[Collected data entries]
_ _ _

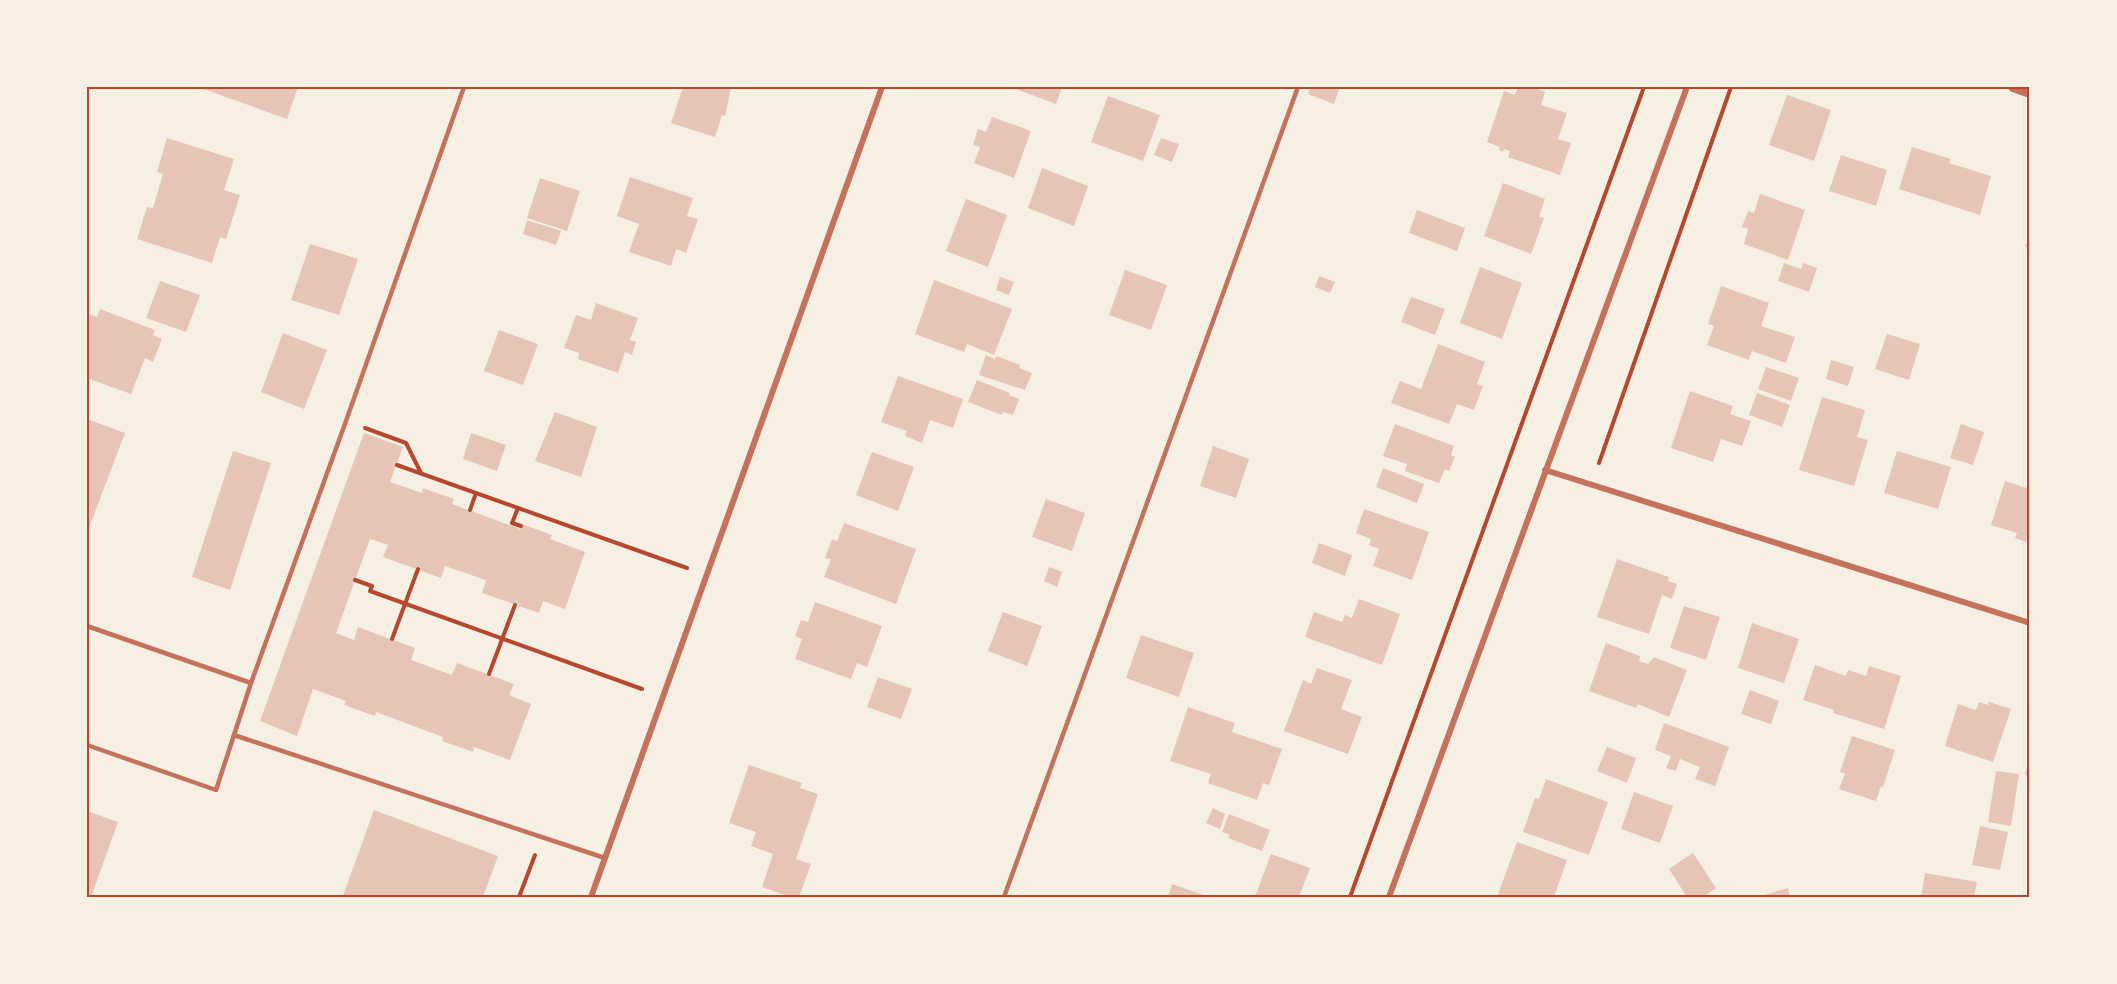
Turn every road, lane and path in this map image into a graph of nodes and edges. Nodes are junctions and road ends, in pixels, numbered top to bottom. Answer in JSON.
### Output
{"nodes":[{"id":1,"x":464,"y":87,"type":"edge"},
{"id":2,"x":882,"y":87,"type":"edge"},
{"id":3,"x":1298,"y":87,"type":"edge"},
{"id":4,"x":1644,"y":87,"type":"edge"},
{"id":5,"x":1687,"y":87,"type":"edge"},
{"id":6,"x":1731,"y":87,"type":"edge"},
{"id":7,"x":2013,"y":87,"type":"edge"},
{"id":8,"x":2030,"y":93,"type":"edge"},
{"id":9,"x":368,"y":429,"type":"dead end"},
{"id":10,"x":397,"y":465,"type":"dead end"},
{"id":11,"x":1545,"y":470,"type":"junction"},
{"id":12,"x":421,"y":473,"type":"junction"},
{"id":13,"x":1591,"y":485,"type":"junction"},
{"id":14,"x":476,"y":493,"type":"junction"},
{"id":15,"x":518,"y":508,"type":"junction"},
{"id":16,"x":470,"y":510,"type":"dead end"},
{"id":17,"x":521,"y":526,"type":"dead end"},
{"id":18,"x":676,"y":564,"type":"dead end"},
{"id":19,"x":418,"y":569,"type":"dead end"},
{"id":20,"x":355,"y":580,"type":"dead end"},
{"id":21,"x":405,"y":603,"type":"junction"},
{"id":22,"x":515,"y":605,"type":"dead end"},
{"id":23,"x":2030,"y":623,"type":"edge"},
{"id":24,"x":87,"y":626,"type":"edge"},
{"id":25,"x":502,"y":638,"type":"junction"},
{"id":26,"x":392,"y":639,"type":"dead end"},
{"id":27,"x":489,"y":675,"type":"dead end"},
{"id":28,"x":251,"y":683,"type":"junction"},
{"id":29,"x":632,"y":685,"type":"dead end"},
{"id":30,"x":234,"y":735,"type":"junction"},
{"id":31,"x":87,"y":745,"type":"edge"},
{"id":32,"x":534,"y":856,"type":"dead end"},
{"id":33,"x":605,"y":858,"type":"junction"},
{"id":34,"x":519,"y":897,"type":"edge"},
{"id":35,"x":591,"y":897,"type":"edge"},
{"id":36,"x":1004,"y":897,"type":"edge"},
{"id":37,"x":1350,"y":897,"type":"edge"},
{"id":38,"x":1389,"y":897,"type":"edge"}],
"edges":[{"from":1,"to":28,"type":"lane"},
{"from":2,"to":33,"type":"street"},
{"from":3,"to":36,"type":"lane"},
{"from":4,"to":37,"type":"path"},
{"from":5,"to":11,"type":"street"},
{"from":6,"to":13,"type":"path"},
{"from":7,"to":8,"type":"street"},
{"from":9,"to":12,"type":"path"},
{"from":10,"to":12,"type":"path"},
{"from":11,"to":13,"type":"street"},
{"from":11,"to":38,"type":"street"},
{"from":12,"to":14,"type":"path"},
{"from":13,"to":23,"type":"street"},
{"from":14,"to":15,"type":"path"},
{"from":14,"to":16,"type":"path"},
{"from":15,"to":17,"type":"path"},
{"from":15,"to":18,"type":"path"},
{"from":19,"to":21,"type":"path"},
{"from":20,"to":21,"type":"path"},
{"from":21,"to":25,"type":"path"},
{"from":21,"to":26,"type":"path"},
{"from":22,"to":25,"type":"path"},
{"from":24,"to":28,"type":"lane"},
{"from":25,"to":27,"type":"path"},
{"from":25,"to":29,"type":"path"},
{"from":28,"to":30,"type":"lane"},
{"from":30,"to":31,"type":"lane"},
{"from":30,"to":33,"type":"lane"},
{"from":32,"to":34,"type":"path"},
{"from":33,"to":35,"type":"street"}]}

_ _ _

The problem —
Extract every line of the data exactly; pictures stay out.

Result of the task —
Turn every road, lane and path in this map image into a graph of nodes and edges. Nodes are junctions and road ends, in pixels, numbered top to bottom. Answer in JSON.
### Output
{"nodes":[{"id":1,"x":464,"y":87,"type":"edge"},
{"id":2,"x":882,"y":87,"type":"edge"},
{"id":3,"x":1298,"y":87,"type":"edge"},
{"id":4,"x":1644,"y":87,"type":"edge"},
{"id":5,"x":1687,"y":87,"type":"edge"},
{"id":6,"x":1731,"y":87,"type":"edge"},
{"id":7,"x":2013,"y":87,"type":"edge"},
{"id":8,"x":2030,"y":93,"type":"edge"},
{"id":9,"x":368,"y":429,"type":"dead end"},
{"id":10,"x":397,"y":465,"type":"dead end"},
{"id":11,"x":1545,"y":470,"type":"junction"},
{"id":12,"x":421,"y":473,"type":"junction"},
{"id":13,"x":1591,"y":485,"type":"junction"},
{"id":14,"x":476,"y":493,"type":"junction"},
{"id":15,"x":518,"y":508,"type":"junction"},
{"id":16,"x":470,"y":510,"type":"dead end"},
{"id":17,"x":521,"y":526,"type":"dead end"},
{"id":18,"x":676,"y":564,"type":"dead end"},
{"id":19,"x":418,"y":569,"type":"dead end"},
{"id":20,"x":355,"y":580,"type":"dead end"},
{"id":21,"x":405,"y":603,"type":"junction"},
{"id":22,"x":515,"y":605,"type":"dead end"},
{"id":23,"x":2030,"y":623,"type":"edge"},
{"id":24,"x":87,"y":626,"type":"edge"},
{"id":25,"x":502,"y":638,"type":"junction"},
{"id":26,"x":392,"y":639,"type":"dead end"},
{"id":27,"x":489,"y":675,"type":"dead end"},
{"id":28,"x":251,"y":683,"type":"junction"},
{"id":29,"x":632,"y":685,"type":"dead end"},
{"id":30,"x":234,"y":735,"type":"junction"},
{"id":31,"x":87,"y":745,"type":"edge"},
{"id":32,"x":534,"y":856,"type":"dead end"},
{"id":33,"x":605,"y":858,"type":"junction"},
{"id":34,"x":519,"y":897,"type":"edge"},
{"id":35,"x":591,"y":897,"type":"edge"},
{"id":36,"x":1004,"y":897,"type":"edge"},
{"id":37,"x":1350,"y":897,"type":"edge"},
{"id":38,"x":1389,"y":897,"type":"edge"}],
"edges":[{"from":1,"to":28,"type":"lane"},
{"from":2,"to":33,"type":"street"},
{"from":3,"to":36,"type":"lane"},
{"from":4,"to":37,"type":"path"},
{"from":5,"to":11,"type":"street"},
{"from":6,"to":13,"type":"path"},
{"from":7,"to":8,"type":"street"},
{"from":9,"to":12,"type":"path"},
{"from":10,"to":12,"type":"path"},
{"from":11,"to":13,"type":"street"},
{"from":11,"to":38,"type":"street"},
{"from":12,"to":14,"type":"path"},
{"from":13,"to":23,"type":"street"},
{"from":14,"to":15,"type":"path"},
{"from":14,"to":16,"type":"path"},
{"from":15,"to":17,"type":"path"},
{"from":15,"to":18,"type":"path"},
{"from":19,"to":21,"type":"path"},
{"from":20,"to":21,"type":"path"},
{"from":21,"to":25,"type":"path"},
{"from":21,"to":26,"type":"path"},
{"from":22,"to":25,"type":"path"},
{"from":24,"to":28,"type":"lane"},
{"from":25,"to":27,"type":"path"},
{"from":25,"to":29,"type":"path"},
{"from":28,"to":30,"type":"lane"},
{"from":30,"to":31,"type":"lane"},
{"from":30,"to":33,"type":"lane"},
{"from":32,"to":34,"type":"path"},
{"from":33,"to":35,"type":"street"}]}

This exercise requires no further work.